(Dataset items)
######

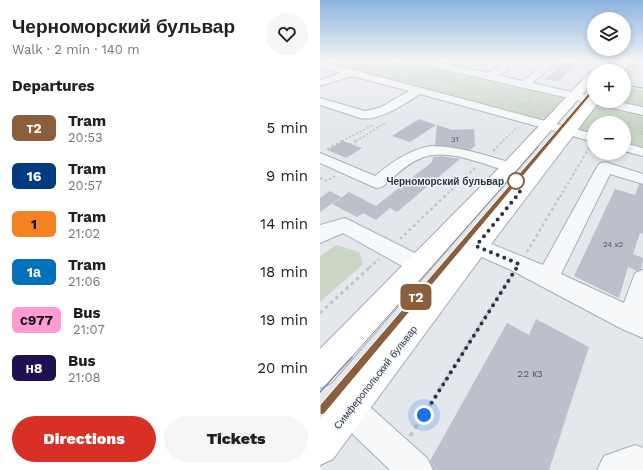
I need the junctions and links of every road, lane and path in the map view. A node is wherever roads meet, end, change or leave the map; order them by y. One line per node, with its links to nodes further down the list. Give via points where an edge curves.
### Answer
1 (388, 83): 9 (street)
2 (456, 83): 8 (path)
3 (481, 83): 8 (path)
4 (517, 83): 7 (street)
5 (565, 83): 10 (path)
6 (586, 83): 12 (main road, Симферопольский бульвар)
7 (525, 84): 10 (street)
8 (473, 88): 11 (path); 13 (path)
9 (418, 91): 15 (street, via 383,111 364,115); 20 (street)
10 (556, 91): 12 (street); 22 (path)
11 (460, 96)
12 (574, 96): 14 (street); 22 (main road, Симферопольский бульвар)
13 (511, 98): 16 (path, via 508,101 525,105); 16 (path, via 515,95 532,100)
14 (587, 99)
15 (320, 101)
16 (528, 102): 22 (path)
17 (587, 104): 22 (main road, Симферопольский бульвар)
18 (622, 108): 19 (street)
19 (638, 113)
20 (526, 119): 22 (street); 22 (path); 33 (path)
21 (387, 121): 32 (path)
22 (553, 121): 27 (street); 34 (main road, Симферопольский бульвар); 39 (main road, Симферопольский бульвар)
23 (374, 125): 32 (path)
24 (631, 128): 26 (path)
25 (643, 128): 26 (path)
26 (640, 130): 28 (path)
27 (587, 135)
28 (643, 135)
29 (631, 148): 31 (street)
30 (587, 150): 41 (path)
31 (643, 152)
32 (324, 155): 33 (street, via 376,183 419,153 449,151)
33 (484, 160): 34 (street); 40 (path)
34 (510, 167): 42 (main road, Симферопольский бульвар)
35 (320, 178): 36 (path, via 327,181)
36 (333, 178)
37 (643, 179): 43 (street, via 605,167)
38 (320, 235): 40 (street, via 345,225)
39 (476, 246): 41 (street); 48 (main road, Симферопольский бульвар)
40 (390, 249): 42 (street); 45 (path)
41 (519, 264): 43 (street); 50 (path, via 482,321)
42 (419, 265): 47 (main road, Симферопольский бульвар)
43 (548, 278): 46 (street)
44 (643, 280): 46 (street)
45 (320, 313)
46 (637, 323)
47 (320, 372)
48 (349, 409): 49 (main road, Симферопольский бульвар); 50 (street)
49 (320, 446)
50 (407, 462)
51 (643, 468): 52 (street, via 634,462)
52 (615, 470)

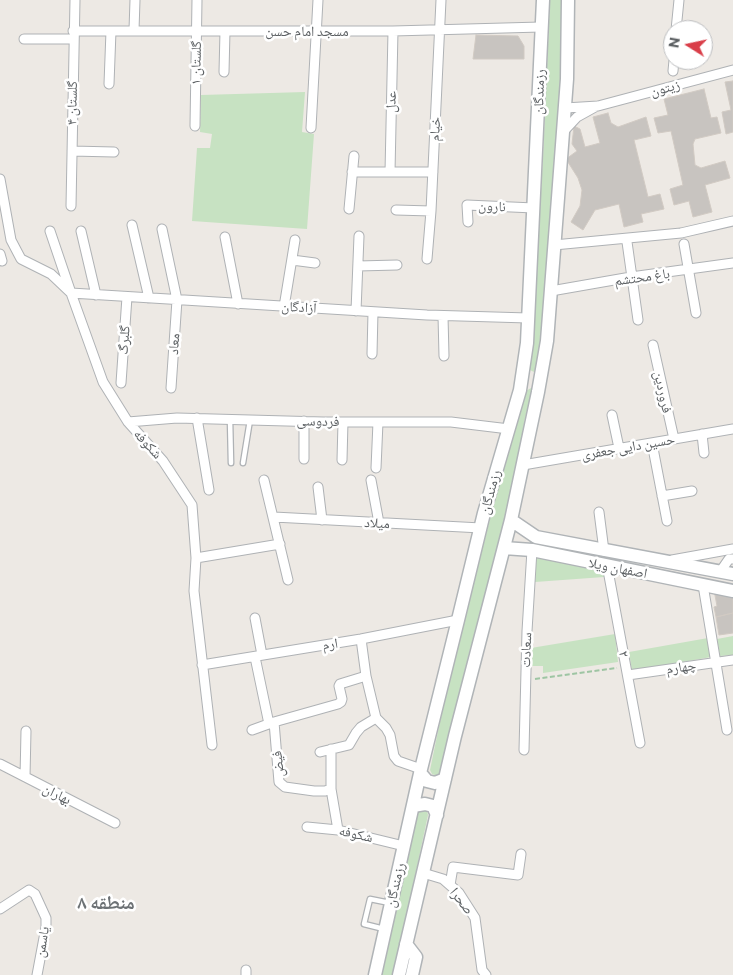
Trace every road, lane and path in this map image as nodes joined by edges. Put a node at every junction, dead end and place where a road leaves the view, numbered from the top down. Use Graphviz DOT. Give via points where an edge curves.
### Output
graph roads {
  1 [pos="75,0"];
  2 [pos="135,0"];
  3 [pos="197,0"];
  4 [pos="318,0"];
  5 [pos="441,0"];
  6 [pos="543,0"];
  7 [pos="568,0"];
  8 [pos="679,0"];
  9 [pos="677,20"];
  10 [pos="541,27"];
  11 [pos="134,30"];
  12 [pos="111,31"];
  13 [pos="196,31"];
  14 [pos="225,31"];
  15 [pos="393,31"];
  16 [pos="439,31"];
  17 [pos="316,32"];
  18 [pos="73,35"];
  19 [pos="24,38"];
  20 [pos="733,70"];
  21 [pos="224,72"];
  22 [pos="109,84"];
  23 [pos="598,106"];
  24 [pos="565,108"];
  25 [pos="195,126"];
  26 [pos="311,128"];
  27 [pos="563,132"];
  28 [pos="72,151"];
  29 [pos="114,152"];
  30 [pos="354,156"];
  31 [pos="352,172"];
  32 [pos="390,172"];
  33 [pos="433,172"];
  34 [pos="0,179"];
  35 [pos="71,206"];
  36 [pos="534,208"];
  37 [pos="349,209"];
  38 [pos="396,210"];
  39 [pos="431,211"];
  40 [pos="733,221"];
  41 [pos="468,222"];
  42 [pos="132,225"];
  43 [pos="162,229"];
  44 [pos="50,231"];
  45 [pos="81,231"];
  46 [pos="360,236"];
  47 [pos="225,237"];
  48 [pos="295,240"];
  49 [pos="627,242"];
  50 [pos="684,244"];
  51 [pos="554,246"];
  52 [pos="426,259"];
  53 [pos="292,260"];
  54 [pos="315,263"];
  55 [pos="733,263"];
  56 [pos="397,265"];
  57 [pos="358,266"];
  58 [pos="689,270"];
  59 [pos="631,277"];
  60 [pos="551,291"];
  61 [pos="71,293"];
  62 [pos="96,295"];
  63 [pos="127,297"];
  64 [pos="149,298"];
  65 [pos="177,300"];
  66 [pos="238,304"];
  67 [pos="284,307"];
  68 [pos="356,311"];
  69 [pos="373,312"];
  70 [pos="696,313"];
  71 [pos="443,316"];
  72 [pos="528,318"];
  73 [pos="638,320"];
  74 [pos="653,344"];
  75 [pos="372,354"];
  76 [pos="444,356"];
  77 [pos="121,383"];
  78 [pos="171,388"];
  79 [pos="612,415"];
  80 [pos="197,418"];
  81 [pos="230,419"];
  82 [pos="250,420"];
  83 [pos="304,421"];
  84 [pos="128,422"];
  85 [pos="343,422"];
  86 [pos="378,422"];
  87 [pos="509,429"];
  88 [pos="733,429"];
  89 [pos="702,434"];
  90 [pos="674,439"];
  91 [pos="652,442"];
  92 [pos="619,448"];
  93 [pos="704,453"];
  94 [pos="304,459"];
  95 [pos="342,460"];
  96 [pos="230,463"];
  97 [pos="243,463"];
  98 [pos="523,465"];
  99 [pos="376,468"];
  100 [pos="264,480"];
  101 [pos="371,480"];
  102 [pos="318,487"];
  103 [pos="209,490"];
  104 [pos="692,491"];
  105 [pos="662,496"];
  106 [pos="599,512"];
  107 [pos="274,517"];
  108 [pos="322,520"];
  109 [pos="511,520"];
  110 [pos="667,521"];
  111 [pos="379,523"];
  112 [pos="481,528"];
  113 [pos="280,544"];
  114 [pos="504,548"];
  115 [pos="733,549"];
  116 [pos="532,550"];
  117 [pos="604,551"];
  118 [pos="196,558"];
  119 [pos="733,559"];
  120 [pos="662,561"];
  121 [pos="606,565"];
  122 [pos="727,573"];
  123 [pos="288,580"];
  124 [pos="704,585"];
  125 [pos="733,591"];
  126 [pos="255,618"];
  127 [pos="458,620"];
  128 [pos="361,639"];
  129 [pos="259,656"];
  130 [pos="733,660"];
  131 [pos="716,662"];
  132 [pos="202,665"];
  133 [pos="627,671"];
  134 [pos="366,676"];
  135 [pos="526,680"];
  136 [pos="376,718"];
  137 [pos="272,723"];
  138 [pos="252,730"];
  139 [pos="727,730"];
  140 [pos="26,731"];
  141 [pos="640,743"];
  142 [pos="212,745"];
  143 [pos="331,749"];
  144 [pos="524,750"];
  145 [pos="320,752"];
  146 [pos="0,764"];
  147 [pos="421,771"];
  148 [pos="25,777"];
  149 [pos="445,779"];
  150 [pos="331,789"];
  151 [pos="413,806"];
  152 [pos="437,815"];
  153 [pos="115,823"];
  154 [pos="307,827"];
  155 [pos="338,830"];
  156 [pos="404,846"];
  157 [pos="521,854"];
  158 [pos="423,872"];
  159 [pos="450,885"];
  160 [pos="392,903"];
  161 [pos="0,909"];
  162 [pos="386,930"];
  163 [pos="406,944"];
  164 [pos="37,975"];
  165 [pos="375,975"];
  166 [pos="399,975"];
  167 [pos="412,975"];
  168 [pos="486,975"];
  1 -- 18 [label="street, گلستان ۴"];
  2 -- 11 [label="street"];
  3 -- 13 [label="street, گلستان ۱"];
  4 -- 17 [label="street"];
  5 -- 16 [label="street, خیام"];
  6 -- 10 [label="main road, رزمندگان"];
  7 -- 24 [label="main road, رزمندگان"];
  8 -- 9 [label="street"];
  10 -- 16 [label="street, مسجد امام حسن"];
  10 -- 36 [label="main road, رزمندگان"];
  11 -- 12 [label="street, مسجد امام حسن"];
  11 -- 13 [label="street, مسجد امام حسن"];
  12 -- 18 [label="street, مسجد امام حسن"];
  12 -- 22 [label="street"];
  13 -- 14 [label="street, مسجد امام حسن"];
  13 -- 25 [label="street, گلستان ۱"];
  14 -- 17 [label="street, مسجد امام حسن"];
  14 -- 21 [label="street"];
  15 -- 16 [label="street, مسجد امام حسن"];
  15 -- 17 [label="street, مسجد امام حسن"];
  15 -- 32 [label="street, عدل"];
  16 -- 33 [label="street, خیام"];
  17 -- 26 [label="street"];
  18 -- 19 [label="street, مسجد امام حسن"];
  18 -- 28 [label="street, گلستان ۴"];
  20 -- 23 [label="street, زیتون"];
  23 -- 24 [label="street"];
  23 -- 27 [label="street" via="577,117"];
  24 -- 27 [label="main road, رزمندگان"];
  27 -- 51 [label="main road, رزمندگان"];
  28 -- 29 [label="street"];
  28 -- 35 [label="street, گلستان ۴"];
  30 -- 31 [label="street"];
  31 -- 32 [label="street"];
  31 -- 37 [label="street"];
  32 -- 33 [label="street"];
  33 -- 39 [label="street, خیام"];
  34 -- 61 [label="street, شکوفه" via="11,240 21,259 51,274"];
  36 -- 41 [label="street, نارون" via="467,205"];
  36 -- 72 [label="main road, رزمندگان"];
  38 -- 39 [label="street"];
  39 -- 52 [label="street, خیام"];
  40 -- 51 [label="street" via="681,233"];
  42 -- 64 [label="street"];
  43 -- 65 [label="street, معاد"];
  44 -- 61 [label="street"];
  45 -- 62 [label="street"];
  46 -- 57 [label="street"];
  47 -- 66 [label="street"];
  48 -- 53 [label="street"];
  49 -- 59 [label="street"];
  50 -- 58 [label="street"];
  51 -- 60 [label="main road, رزمندگان"];
  53 -- 54 [label="street"];
  53 -- 67 [label="street"];
  55 -- 58 [label="street, باغ محتشم"];
  56 -- 57 [label="street"];
  57 -- 68 [label="street"];
  58 -- 59 [label="street, باغ محتشم"];
  58 -- 70 [label="street"];
  59 -- 60 [label="street, باغ محتشم"];
  59 -- 73 [label="street"];
  60 -- 98 [label="main road, رزمندگان" via="547,341"];
  61 -- 62 [label="street, آزادگان"];
  61 -- 84 [label="street, شکوفه" via="103,382"];
  62 -- 63 [label="street, آزادگان"];
  63 -- 64 [label="street, آزادگان"];
  63 -- 77 [label="street, گلبرگ"];
  64 -- 65 [label="street, آزادگان"];
  65 -- 66 [label="street, آزادگان"];
  65 -- 78 [label="street, معاد"];
  66 -- 67 [label="street, آزادگان"];
  67 -- 68 [label="street, آزادگان"];
  68 -- 69 [label="street, آزادگان"];
  69 -- 71 [label="street, آزادگان"];
  69 -- 75 [label="street"];
  71 -- 72 [label="street, آزادگان"];
  71 -- 76 [label="street"];
  72 -- 87 [label="main road, رزمندگان" via="520,390"];
  74 -- 90 [label="street, فروردین"];
  79 -- 92 [label="street"];
  80 -- 81 [label="street, فردوسی"];
  80 -- 84 [label="street, فردوسی"];
  80 -- 103 [label="street"];
  81 -- 82 [label="street, فردوسی"];
  81 -- 96 [label="lane"];
  82 -- 83 [label="street, فردوسی"];
  82 -- 97 [label="lane"];
  83 -- 85 [label="street, فردوسی"];
  83 -- 94 [label="street"];
  84 -- 118 [label="street, شکوفه" via="163,461 192,505"];
  85 -- 86 [label="street, فردوسی"];
  85 -- 95 [label="street"];
  86 -- 87 [label="street, فردوسی" via="451,422"];
  86 -- 99 [label="street"];
  87 -- 112 [label="main road, رزمندگان"];
  88 -- 89 [label="street, حسین دایی جعفری"];
  89 -- 90 [label="street, حسین دایی جعفری"];
  89 -- 93 [label="street"];
  90 -- 91 [label="street, حسین دایی جعفری"];
  91 -- 92 [label="street, حسین دایی جعفری"];
  91 -- 105 [label="street"];
  92 -- 98 [label="street, حسین دایی جعفری"];
  98 -- 109 [label="main road, رزمندگان"];
  100 -- 107 [label="street"];
  101 -- 111 [label="street"];
  102 -- 108 [label="street"];
  104 -- 105 [label="street"];
  105 -- 110 [label="street"];
  106 -- 117 [label="street"];
  107 -- 108 [label="street, میلاد"];
  107 -- 113 [label="street"];
  108 -- 111 [label="street, میلاد"];
  109 -- 114 [label="main road, رزمندگان"];
  109 -- 117 [label="main road, اصفهان ویلا" via="536,537"];
  111 -- 112 [label="street, میلاد"];
  112 -- 127 [label="main road, رزمندگان"];
  113 -- 118 [label="street"];
  113 -- 123 [label="street"];
  114 -- 116 [label="main road, اصفهان ویلا"];
  114 -- 149 [label="main road, رزمندگان"];
  115 -- 120 [label="street"];
  116 -- 121 [label="main road, اصفهان ویلا"];
  116 -- 135 [label="street, سعادت"];
  117 -- 120 [label="main road, اصفهان ویلا"];
  118 -- 132 [label="street, شکوفه" via="194,591"];
  119 -- 122 [label="street" via="729,559"];
  120 -- 122 [label="main road, اصفهان ویلا"];
  121 -- 124 [label="main road, اصفهان ویلا"];
  121 -- 133 [label="street, ۲"];
  124 -- 125 [label="main road, اصفهان ویلا"];
  124 -- 131 [label="street"];
  126 -- 129 [label="street"];
  127 -- 128 [label="street, ارم"];
  127 -- 147 [label="main road, رزمندگان"];
  128 -- 129 [label="street, ارم"];
  128 -- 134 [label="street"];
  129 -- 132 [label="street, ارم"];
  129 -- 137 [label="street"];
  130 -- 131 [label="street, چهارم"];
  131 -- 133 [label="street, چهارم"];
  131 -- 139 [label="street"];
  132 -- 142 [label="street, شکوفه"];
  133 -- 135 [label="path"];
  133 -- 141 [label="street, ۲"];
  134 -- 136 [label="street"];
  134 -- 137 [label="street" via="340,684 342,699 338,704"];
  135 -- 144 [label="street, سعادت"];
  136 -- 143 [label="street" via="361,728 349,745"];
  136 -- 147 [label="street" via="390,735 394,756"];
  137 -- 138 [label="street"];
  137 -- 150 [label="street, فیض" via="281,785 314,791"];
  140 -- 148 [label="street"];
  143 -- 145 [label="street"];
  143 -- 150 [label="street"];
  146 -- 148 [label="street, بهاران"];
  147 -- 149 [label="main road" via="427,781 435,783"];
  147 -- 151 [label="main road, رزمندگان"];
  148 -- 153 [label="street, بهاران"];
  149 -- 152 [label="main road, رزمندگان"];
  150 -- 155 [label="street"];
  151 -- 152 [label="main road" via="433,806"];
  151 -- 156 [label="main road, رزمندگان"];
  152 -- 158 [label="main road, رزمندگان"];
  154 -- 155 [label="street, شکوفه"];
  155 -- 156 [label="street, شکوفه"];
  156 -- 160 [label="main road, رزمندگان"];
  157 -- 159 [label="street" via="518,875 453,867"];
  158 -- 159 [label="street, صحرا"];
  158 -- 163 [label="main road, رزمندگان"];
  159 -- 168 [label="street, صحرا" via="475,918 482,970"];
  160 -- 162 [label="main road, رزمندگان"];
  160 -- 162 [label="lane" via="370,899 364,924"];
  161 -- 164 [label="street, یاسمن" via="29,890 35,894 46,918"];
  162 -- 165 [label="main road, رزمندگان"];
  163 -- 166 [label="main road, رزمندگان"];
  163 -- 167 [label="main road" via="416,957"];
}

######

Looking at the data above, how many lines hold the word "صحرا"? Respond with the number alone.

2